Does anyone know if this is a legitimate strategy?
Also, I am quite unfamiliar with coding on here.
Q is defined as $Q = \{m/n: m, n \in Z, n \ne 0\}$
where $m/n$ is the class of ordered pairs $(m,n)$ such that $(m,n)\equiv (p,q)$ if $mq = pn$ with $n, q \ne 0$.
Statement: If $(a,b) \equiv (a',b')$ and $(c,d) \equiv (c',d')$, then $(ad+bc,bd) \equiv (a'd'+b'c',b'd')$.
Proof:
Assumptions:
$(a,b) \equiv (a',b')$ implies $ab'=ba'$, which then implies $ab'-ba'=0$.
$(c,d) \equiv (c',d')$ implies $cd'=dc'$, which then implies $dc'-cd'=0$.

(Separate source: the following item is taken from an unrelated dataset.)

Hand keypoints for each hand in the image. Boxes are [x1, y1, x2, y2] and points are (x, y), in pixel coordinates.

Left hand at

Since $ab'-ba'=0$, this implies $dd'(ab'-ba')=0$, also $bb'(dc'-cd')=0$ with similar reasoning.
Since $dd'(ab'-ba')=0$ and $bb'(dc'-cd')=0$, this implies $dd'(ab'-ba')=bb'(dc'-cd')$.

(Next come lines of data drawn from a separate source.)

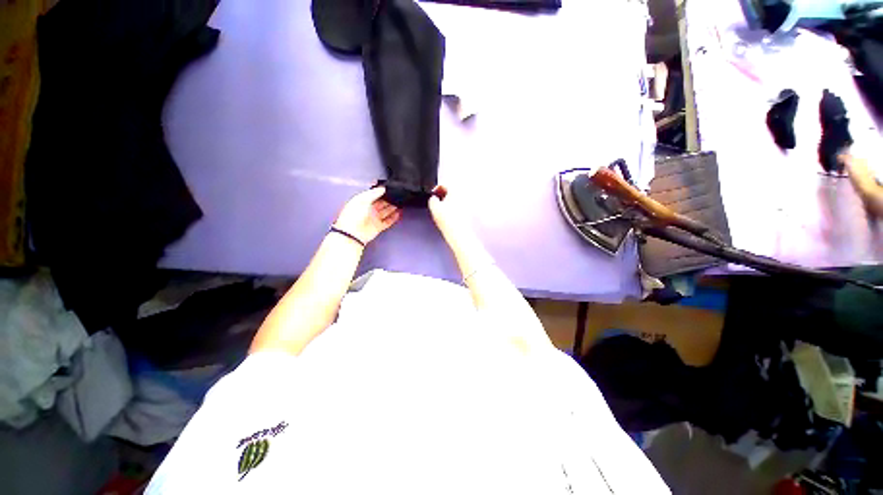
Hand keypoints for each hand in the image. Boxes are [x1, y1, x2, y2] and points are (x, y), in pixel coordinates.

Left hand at [333, 187, 400, 244]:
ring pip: (386, 211)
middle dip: (389, 199)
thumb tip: (383, 188)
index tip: (391, 188)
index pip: (374, 195)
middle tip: (398, 195)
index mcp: (363, 201)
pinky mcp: (379, 226)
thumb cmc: (354, 214)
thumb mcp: (362, 200)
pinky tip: (399, 213)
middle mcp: (369, 209)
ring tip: (401, 202)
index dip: (382, 192)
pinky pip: (388, 221)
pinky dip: (394, 218)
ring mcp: (374, 218)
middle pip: (382, 203)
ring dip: (393, 207)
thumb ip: (373, 193)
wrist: (353, 233)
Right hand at [428, 185, 475, 248]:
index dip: (435, 189)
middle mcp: (463, 195)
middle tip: (436, 202)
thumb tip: (434, 199)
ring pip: (455, 199)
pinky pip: (459, 206)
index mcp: (455, 190)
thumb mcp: (434, 207)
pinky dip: (453, 208)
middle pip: (451, 191)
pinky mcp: (468, 212)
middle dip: (443, 195)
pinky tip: (448, 216)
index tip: (432, 195)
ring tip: (441, 210)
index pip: (444, 184)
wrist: (459, 234)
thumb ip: (432, 199)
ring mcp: (467, 204)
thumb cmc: (448, 220)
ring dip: (448, 202)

Now some algebraic manipulations
$ab'dd'-ba'dd'=dc'bb'-cd'bb'$
$ab'dd'-a'bdd'=c'dbb'-cd'bb'$
$ab'dd'+cd'bb'=a'bdd'+c'dbb'$
$adb'd'+bcb'd'=bda'd'+bdb'c'$
$(ad+bc)b'd'=bd(a'd'+b'c')$
Which implies, $(ad+bc,bd) \equiv (a'd'+b'c',b'd')$
Please let me know if this is legitimate. I worked backwards a lot in order to manipulate in just the right way.
I have trouble seeing all the primes but in general the method looks good to me. Somewhere you should mention the restriction that the denominators b, b', d, d' are not zero.